*DATA UNDER STUDY*
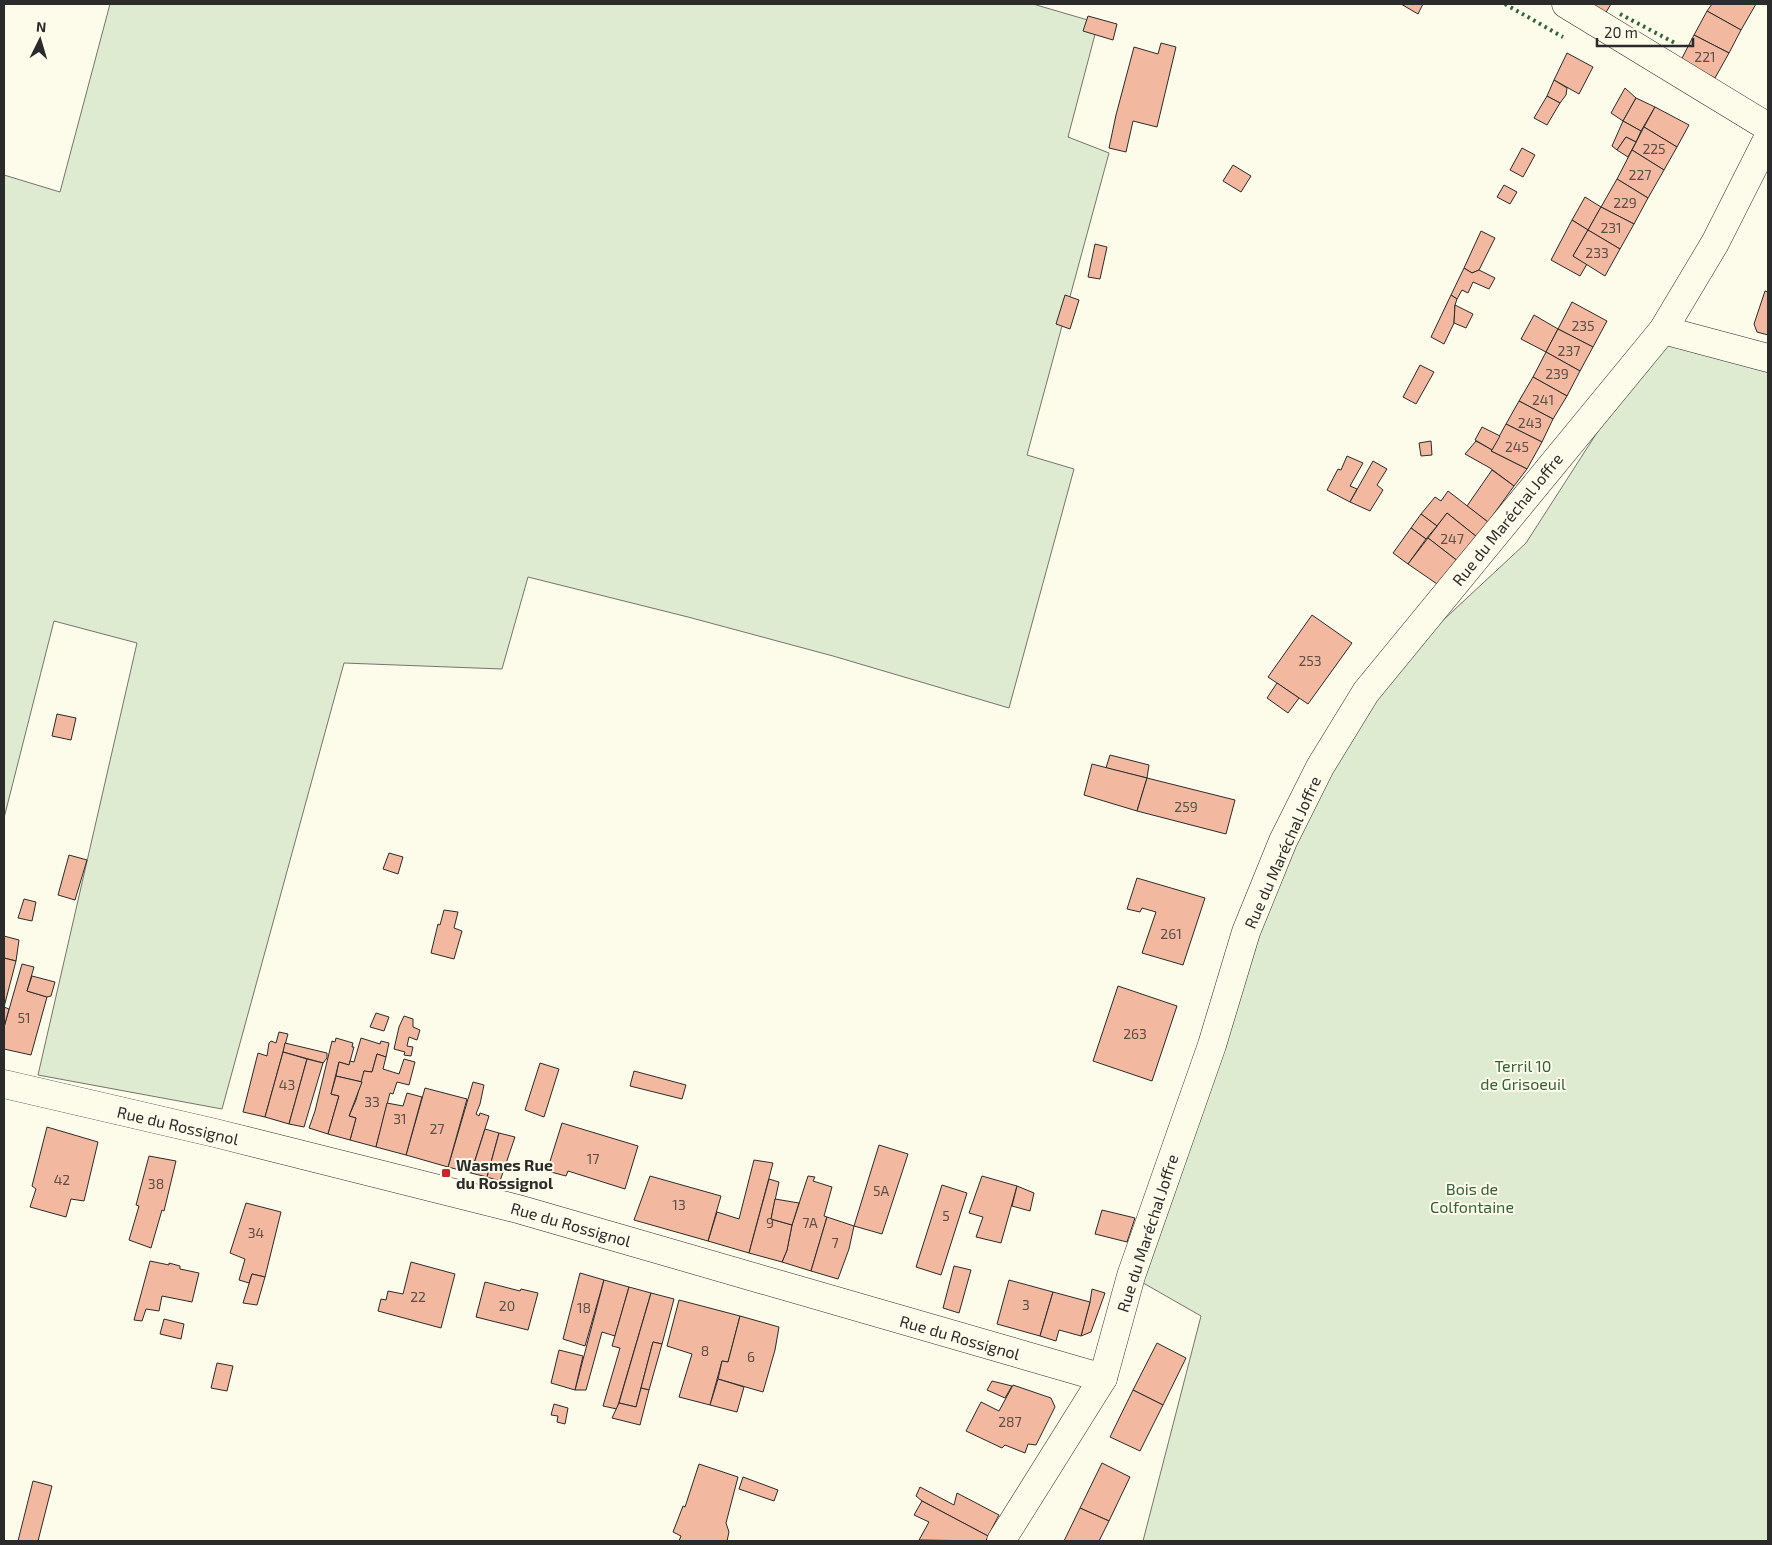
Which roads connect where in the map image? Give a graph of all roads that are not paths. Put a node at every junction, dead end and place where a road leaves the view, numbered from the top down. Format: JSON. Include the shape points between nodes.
{"nodes":[{"id":1,"x":1566,"y":4,"type":"edge"},
{"id":2,"x":1768,"y":127,"type":"edge"},
{"id":3,"x":1768,"y":138,"type":"edge"},
{"id":4,"x":1663,"y":330,"type":"junction"},
{"id":5,"x":1768,"y":358,"type":"edge"},
{"id":6,"x":4,"y":1084,"type":"edge"},
{"id":7,"x":1103,"y":1378,"type":"junction"},
{"id":8,"x":1001,"y":1541,"type":"edge"}],
"edges":[{"from":1,"to":2,"type":"street"},
{"from":3,"to":4,"type":"street","name":"Rue du Maréchal Joffre","via":[[1715,243]]},
{"from":4,"to":5,"type":"street"},
{"from":4,"to":7,"type":"street","name":"Rue du Maréchal Joffre","via":[[1366,692],[1320,767],[1283,841],[1246,932],[1212,1045],[1131,1276]]},
{"from":6,"to":7,"type":"street","name":"Rue du Rossignol","via":[[518,1209]]},
{"from":7,"to":8,"type":"street","name":"Rue du Maréchal Joffre"}]}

*TASK GOAL*
With the images removed, reproduce all the material above word for word.

*SOLUTION*
Which roads connect where in the map image? Give a graph of all roads that are not paths. Put a node at every junction, dead end and place where a road leaves the view, numbered from the top down. Format: JSON. Include the shape points between nodes.
{"nodes":[{"id":1,"x":1566,"y":4,"type":"edge"},
{"id":2,"x":1768,"y":127,"type":"edge"},
{"id":3,"x":1768,"y":138,"type":"edge"},
{"id":4,"x":1663,"y":330,"type":"junction"},
{"id":5,"x":1768,"y":358,"type":"edge"},
{"id":6,"x":4,"y":1084,"type":"edge"},
{"id":7,"x":1103,"y":1378,"type":"junction"},
{"id":8,"x":1001,"y":1541,"type":"edge"}],
"edges":[{"from":1,"to":2,"type":"street"},
{"from":3,"to":4,"type":"street","name":"Rue du Maréchal Joffre","via":[[1715,243]]},
{"from":4,"to":5,"type":"street"},
{"from":4,"to":7,"type":"street","name":"Rue du Maréchal Joffre","via":[[1366,692],[1320,767],[1283,841],[1246,932],[1212,1045],[1131,1276]]},
{"from":6,"to":7,"type":"street","name":"Rue du Rossignol","via":[[518,1209]]},
{"from":7,"to":8,"type":"street","name":"Rue du Maréchal Joffre"}]}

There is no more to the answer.